2. Materials and Methods

2.1. Materials

The materials for T-TENG should meet the following requirements: (I) The electronegative polymer with high yield strength but low modulus is ranked relatively low in the triboelectric series, such as polydimethylsiloxane (PDMS) and polytetrafluoroethylene (PTFE) [30]. (II) All the materials are flexible, i.e., conductive fibric (CF) and polymer thin film. (III) The triboelectric surface possesses a specific microstructure or relatively roughness.

In this work, the elastomer PDMS and the related cross-linking agent adopted XE15-645 (Tokyo, Japan). Ultra-flexible, conductive and radiation-proof Ag@ chinlon fabric (ACF) was purchased from LuFeier^TM (Jiangsu, China). Low-cost sandpapers (Matador, Shanghai, Germany) were adopted to create a convex–concave surface microstructures. Figure 1a demonstrates the materials that were used to fabricate the T-TENGs. Here, ACF (electric resistance: ~0.1 Ω) is ultra-flexible, large-scale, artistic and conductive, thereby resulting in that it is suitable to be used as wearable electrodes. The Raman spectrum of polymer material is consistent with that of PDMS (Figure S3a, ESI). PDMS film also demonstrates the Young’s modulus of 1.59 GPa and yield strength of 0.4 MPa (Figure S3b, ESI), which is inexpensive and flexible. In addition, we adopted the low-cost sandpaper (~$0.0025 cm⁻²) as the substrate to fabricate the surface structure of PDMS film (Figure 1a).

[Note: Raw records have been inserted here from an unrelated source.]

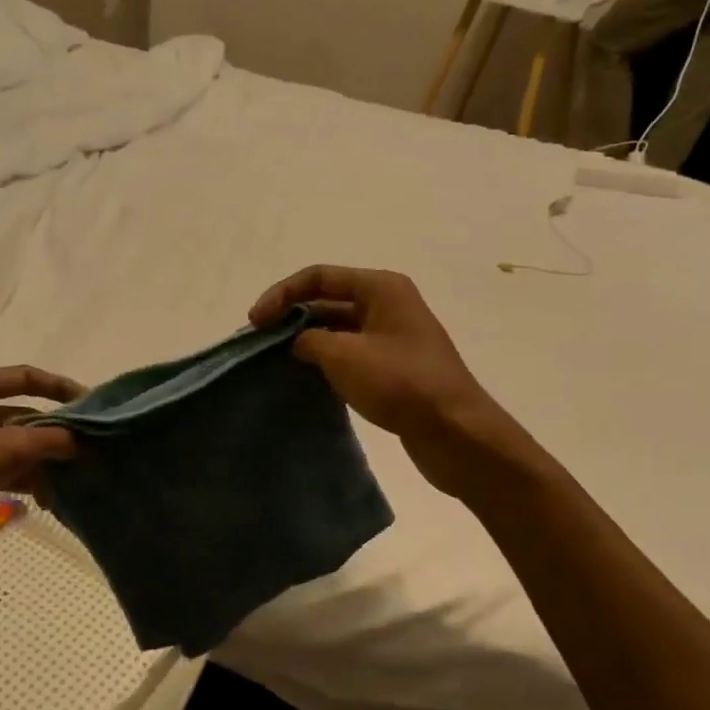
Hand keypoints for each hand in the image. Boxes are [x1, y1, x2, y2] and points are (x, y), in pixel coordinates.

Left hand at [0, 366, 82, 529]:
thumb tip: (84, 441)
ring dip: (37, 460)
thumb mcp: (6, 450)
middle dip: (51, 434)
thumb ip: (50, 441)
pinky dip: (17, 476)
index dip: (60, 387)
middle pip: (19, 413)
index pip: (25, 376)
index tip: (89, 404)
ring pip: (8, 443)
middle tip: (83, 449)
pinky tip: (42, 498)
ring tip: (66, 482)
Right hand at [250, 266, 524, 496]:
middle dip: (291, 317)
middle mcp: (387, 304)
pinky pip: (348, 353)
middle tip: (259, 343)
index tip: (255, 323)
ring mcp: (391, 336)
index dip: (281, 294)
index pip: (318, 277)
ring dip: (305, 340)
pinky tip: (303, 377)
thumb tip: (296, 342)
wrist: (455, 432)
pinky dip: (323, 360)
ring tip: (274, 361)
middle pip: (326, 300)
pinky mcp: (392, 366)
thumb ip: (308, 339)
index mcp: (380, 287)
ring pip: (336, 328)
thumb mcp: (343, 355)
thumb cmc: (400, 383)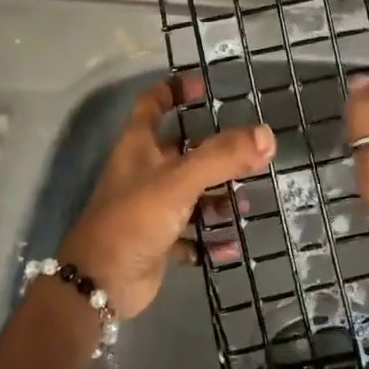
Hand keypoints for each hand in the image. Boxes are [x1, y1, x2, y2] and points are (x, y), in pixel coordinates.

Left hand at [59, 76, 274, 319]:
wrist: (101, 283)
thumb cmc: (135, 218)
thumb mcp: (180, 180)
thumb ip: (223, 157)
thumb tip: (267, 135)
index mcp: (139, 146)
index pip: (152, 104)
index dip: (174, 90)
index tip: (202, 85)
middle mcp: (144, 172)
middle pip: (183, 151)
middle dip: (216, 153)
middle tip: (250, 154)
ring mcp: (151, 208)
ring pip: (192, 194)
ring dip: (218, 199)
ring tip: (246, 204)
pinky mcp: (158, 241)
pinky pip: (192, 235)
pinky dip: (210, 239)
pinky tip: (231, 246)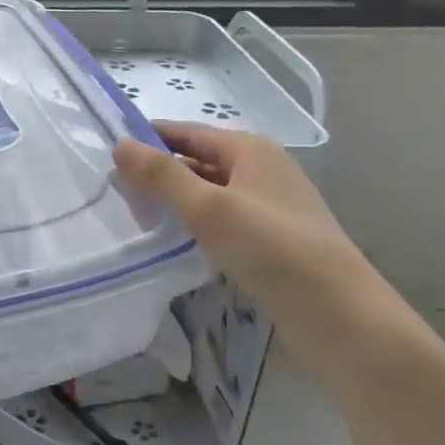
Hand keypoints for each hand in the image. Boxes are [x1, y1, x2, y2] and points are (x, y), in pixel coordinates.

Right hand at [113, 122, 364, 303]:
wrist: (336, 312)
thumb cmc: (270, 247)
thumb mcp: (208, 207)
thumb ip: (162, 175)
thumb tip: (120, 145)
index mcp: (250, 150)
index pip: (187, 132)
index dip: (149, 138)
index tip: (108, 152)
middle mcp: (261, 170)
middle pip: (198, 160)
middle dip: (159, 172)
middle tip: (114, 190)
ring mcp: (268, 205)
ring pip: (209, 192)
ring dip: (175, 200)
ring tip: (136, 216)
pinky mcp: (270, 238)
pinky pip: (221, 219)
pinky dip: (194, 223)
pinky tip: (173, 241)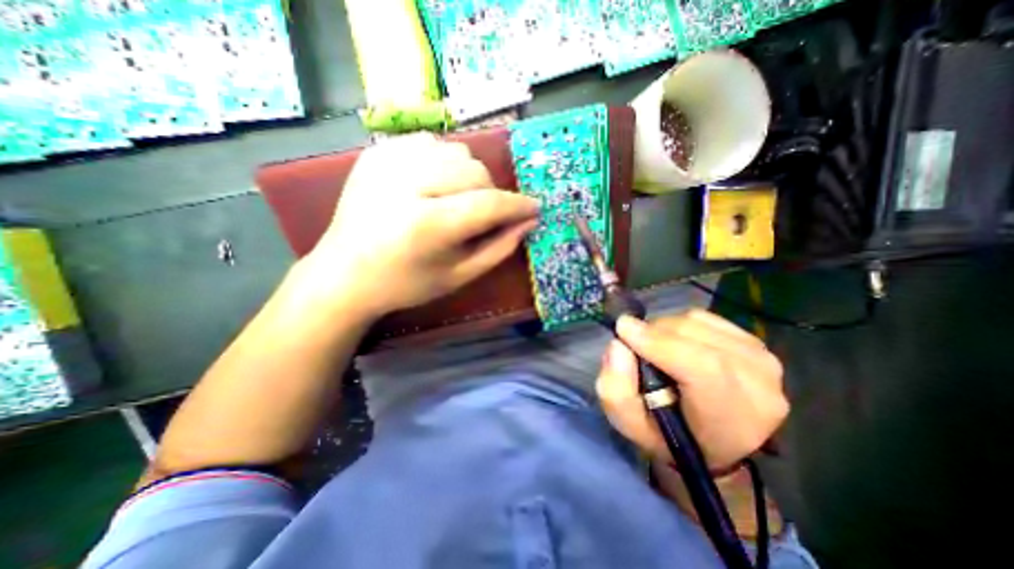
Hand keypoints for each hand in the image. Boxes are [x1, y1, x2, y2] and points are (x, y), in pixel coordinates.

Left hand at [300, 132, 536, 319]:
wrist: (345, 273)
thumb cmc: (406, 283)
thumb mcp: (459, 276)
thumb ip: (498, 249)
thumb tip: (527, 223)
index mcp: (428, 224)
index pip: (488, 204)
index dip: (517, 205)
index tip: (535, 208)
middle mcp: (408, 184)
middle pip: (475, 172)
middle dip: (491, 194)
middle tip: (485, 215)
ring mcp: (388, 161)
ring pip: (457, 152)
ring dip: (469, 177)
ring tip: (458, 199)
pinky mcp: (377, 151)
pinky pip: (431, 143)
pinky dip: (444, 162)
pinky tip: (435, 184)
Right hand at [595, 309, 791, 468]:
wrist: (708, 439)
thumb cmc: (666, 435)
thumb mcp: (628, 423)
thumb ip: (616, 390)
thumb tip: (619, 346)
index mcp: (731, 419)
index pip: (703, 368)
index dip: (660, 344)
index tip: (623, 330)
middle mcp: (759, 386)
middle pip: (694, 336)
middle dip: (653, 333)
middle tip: (633, 344)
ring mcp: (762, 360)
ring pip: (696, 321)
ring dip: (664, 328)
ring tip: (654, 347)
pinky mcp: (754, 342)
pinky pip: (705, 317)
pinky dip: (679, 323)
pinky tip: (675, 342)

2.2. Fabrication of PDMS-Based Ag@CF Composites and T-TENG

Firstly, PDMS (A) as well as cross-linking agent (B) were blended by 1:1 (mass ratio) to homogeneously synthesize the PDMS solution (Figure 1a). Then, a piece of sandpaper with various roughness was attached to a glass plate using double-sided tapes on the two sides of sandpaper (Figure 1b(i)). Here, the tapes have two effects: (1) Fixing the position of sandpaper on the glass plate. (2) Because the glass rod can only move along the protruding tapes, the resultant PDMS coated ACF composites possess different thickness via increasing/decreasing the layer number of tapes. Subsequently, the PDMS solution was casted at one end of the sandpaper, and PDMS film without being completely solidified was fabricated on the sandpaper surface by gradually gliding a glass rod (Figure 1b(ii)). Likewise, the ACF was immediately covered on the surface of PDMS film (Figure 1b(iii)). After curing at 80 °C for 0.5 h in an oven, the PACF composites with 280 × 220 mm² were fabricated, which can be readily peeled off from the sandpaper substrate due to the weak interfacial properties between PDMS and sandpaper (Figure 1b(iv,v)). Finally, the as-fabricated PACF and another ACF were selected as the friction layer and conductive layer to assemble T-TENG (Figure 2a,b).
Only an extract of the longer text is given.